> Requirement
From the records below, copy each line that has the word "Give" in it.

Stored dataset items
-*-*-
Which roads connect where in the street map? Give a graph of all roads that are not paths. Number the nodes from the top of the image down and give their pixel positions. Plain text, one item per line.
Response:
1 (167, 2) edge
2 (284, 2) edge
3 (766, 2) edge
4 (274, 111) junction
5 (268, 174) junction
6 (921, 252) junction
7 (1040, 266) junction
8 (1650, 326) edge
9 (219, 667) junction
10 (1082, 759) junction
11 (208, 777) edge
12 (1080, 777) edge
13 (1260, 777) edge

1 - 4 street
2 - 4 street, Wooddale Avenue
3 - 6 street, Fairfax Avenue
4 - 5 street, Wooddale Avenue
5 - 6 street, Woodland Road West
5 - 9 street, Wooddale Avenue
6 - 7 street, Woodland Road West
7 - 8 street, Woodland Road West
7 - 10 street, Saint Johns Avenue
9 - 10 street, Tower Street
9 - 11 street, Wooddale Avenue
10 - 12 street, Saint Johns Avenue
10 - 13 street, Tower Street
-*-*-
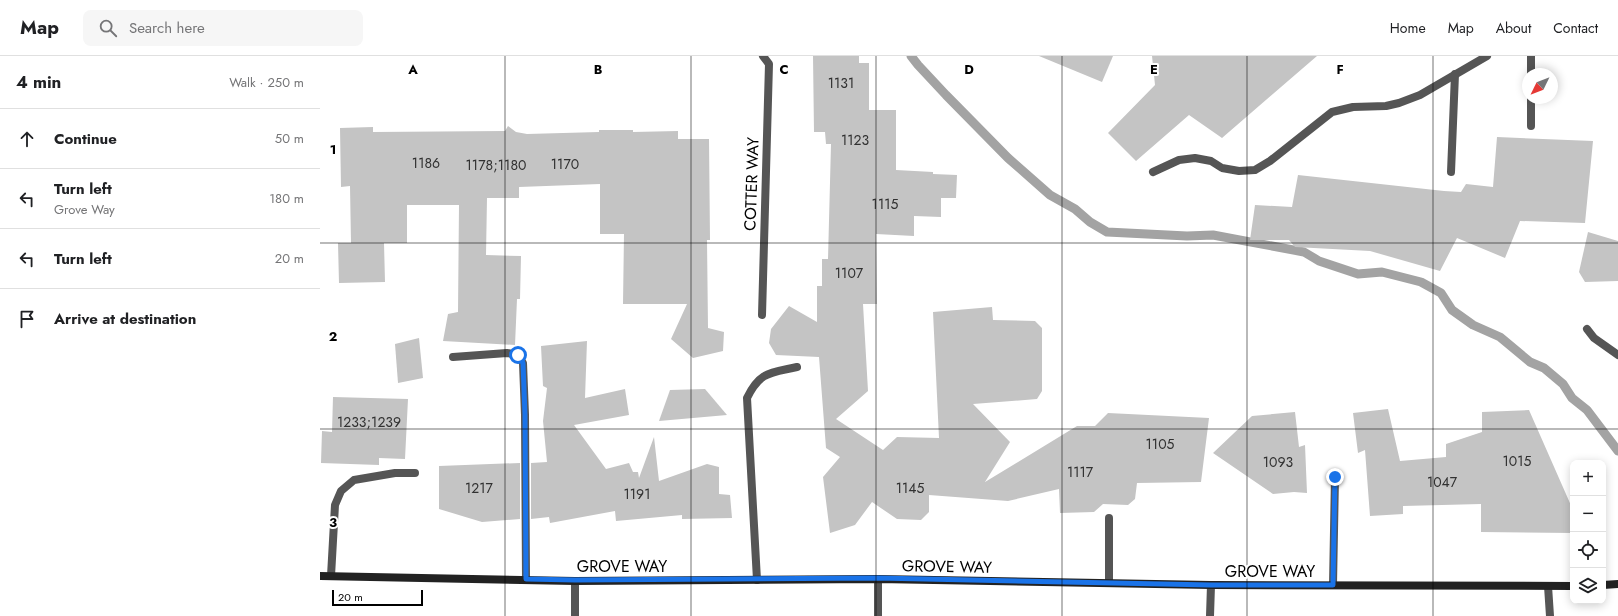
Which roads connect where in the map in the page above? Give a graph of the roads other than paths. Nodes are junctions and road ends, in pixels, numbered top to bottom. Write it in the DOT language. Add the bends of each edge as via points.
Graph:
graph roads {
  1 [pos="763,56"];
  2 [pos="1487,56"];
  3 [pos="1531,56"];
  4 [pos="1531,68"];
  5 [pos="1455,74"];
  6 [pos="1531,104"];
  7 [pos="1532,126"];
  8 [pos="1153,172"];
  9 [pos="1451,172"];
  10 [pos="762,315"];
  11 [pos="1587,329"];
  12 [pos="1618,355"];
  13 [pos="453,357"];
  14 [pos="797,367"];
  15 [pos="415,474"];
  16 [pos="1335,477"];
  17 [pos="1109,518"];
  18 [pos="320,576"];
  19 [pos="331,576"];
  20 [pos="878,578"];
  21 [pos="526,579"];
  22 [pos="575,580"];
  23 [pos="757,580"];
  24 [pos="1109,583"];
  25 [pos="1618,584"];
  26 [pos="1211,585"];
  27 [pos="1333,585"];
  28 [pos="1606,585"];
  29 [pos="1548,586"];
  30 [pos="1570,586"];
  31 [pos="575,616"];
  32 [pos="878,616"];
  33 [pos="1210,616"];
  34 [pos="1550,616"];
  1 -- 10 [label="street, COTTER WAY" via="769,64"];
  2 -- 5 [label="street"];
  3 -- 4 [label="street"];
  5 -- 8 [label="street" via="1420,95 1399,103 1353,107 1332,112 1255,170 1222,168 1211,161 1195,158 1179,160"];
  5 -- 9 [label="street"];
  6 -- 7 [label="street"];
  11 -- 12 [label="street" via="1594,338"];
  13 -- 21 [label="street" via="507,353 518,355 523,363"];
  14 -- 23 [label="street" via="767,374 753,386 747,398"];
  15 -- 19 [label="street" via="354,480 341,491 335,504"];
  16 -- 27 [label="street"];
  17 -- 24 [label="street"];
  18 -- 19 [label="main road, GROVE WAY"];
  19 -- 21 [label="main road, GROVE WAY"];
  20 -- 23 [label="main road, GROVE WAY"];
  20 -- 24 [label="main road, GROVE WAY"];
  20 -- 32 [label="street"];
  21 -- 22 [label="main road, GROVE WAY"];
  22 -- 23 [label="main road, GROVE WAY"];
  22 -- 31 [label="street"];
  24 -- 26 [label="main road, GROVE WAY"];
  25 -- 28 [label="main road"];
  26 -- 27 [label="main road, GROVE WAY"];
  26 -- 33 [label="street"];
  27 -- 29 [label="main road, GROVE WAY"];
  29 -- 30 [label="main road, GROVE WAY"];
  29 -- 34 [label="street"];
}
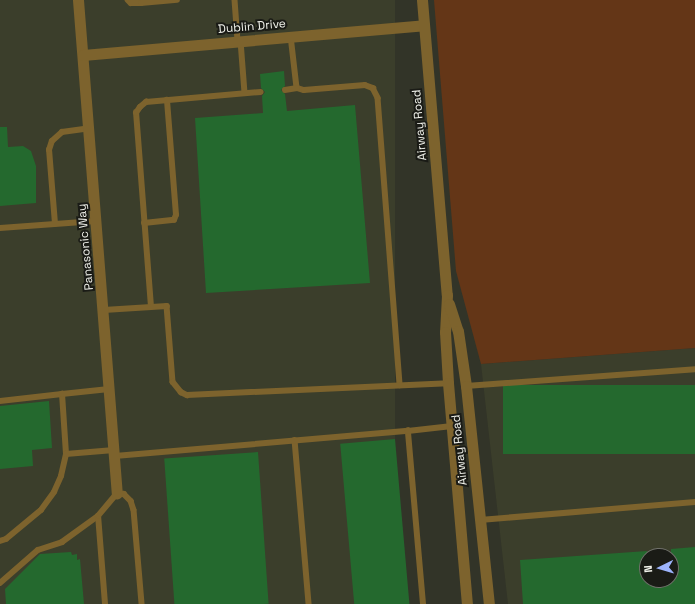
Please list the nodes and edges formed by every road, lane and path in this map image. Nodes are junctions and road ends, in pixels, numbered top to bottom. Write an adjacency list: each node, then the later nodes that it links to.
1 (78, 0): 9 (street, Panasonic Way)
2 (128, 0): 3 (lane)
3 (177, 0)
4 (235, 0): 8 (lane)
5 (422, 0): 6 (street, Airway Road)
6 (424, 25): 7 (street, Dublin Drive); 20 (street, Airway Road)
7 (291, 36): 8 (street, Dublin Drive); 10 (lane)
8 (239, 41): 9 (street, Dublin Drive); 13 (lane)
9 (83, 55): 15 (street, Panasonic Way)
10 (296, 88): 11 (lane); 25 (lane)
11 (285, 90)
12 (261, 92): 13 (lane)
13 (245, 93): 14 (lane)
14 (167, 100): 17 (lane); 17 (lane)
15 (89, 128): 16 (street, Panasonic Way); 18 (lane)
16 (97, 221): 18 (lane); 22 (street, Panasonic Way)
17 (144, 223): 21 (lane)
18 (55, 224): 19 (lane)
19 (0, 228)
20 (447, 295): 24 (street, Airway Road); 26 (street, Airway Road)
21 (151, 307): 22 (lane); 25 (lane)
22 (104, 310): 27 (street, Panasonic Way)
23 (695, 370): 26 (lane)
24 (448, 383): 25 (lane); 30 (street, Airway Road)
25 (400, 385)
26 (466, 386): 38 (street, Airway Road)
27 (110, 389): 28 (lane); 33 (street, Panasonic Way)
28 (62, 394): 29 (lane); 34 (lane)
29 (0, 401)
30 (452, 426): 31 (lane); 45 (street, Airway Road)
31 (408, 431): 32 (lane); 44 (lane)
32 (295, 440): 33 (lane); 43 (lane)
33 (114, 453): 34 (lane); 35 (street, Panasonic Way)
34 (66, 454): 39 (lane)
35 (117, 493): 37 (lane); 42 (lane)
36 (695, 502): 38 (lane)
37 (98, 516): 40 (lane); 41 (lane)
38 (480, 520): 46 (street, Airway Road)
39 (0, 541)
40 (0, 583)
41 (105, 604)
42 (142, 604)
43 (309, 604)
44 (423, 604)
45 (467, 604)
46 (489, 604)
-*-*-
> Reply to the task
Which roads connect where in the street map? Give a graph of all roads that are not paths. Number the nodes from the top of the image down and give their pixel positions. Plain text, one item per line.
Which roads connect where in the map in the page above? Give a graph of the roads other than paths. Nodes are junctions and road ends, in pixels, numbered top to bottom. Write it in the DOT language. Add the bends of each edge as via points.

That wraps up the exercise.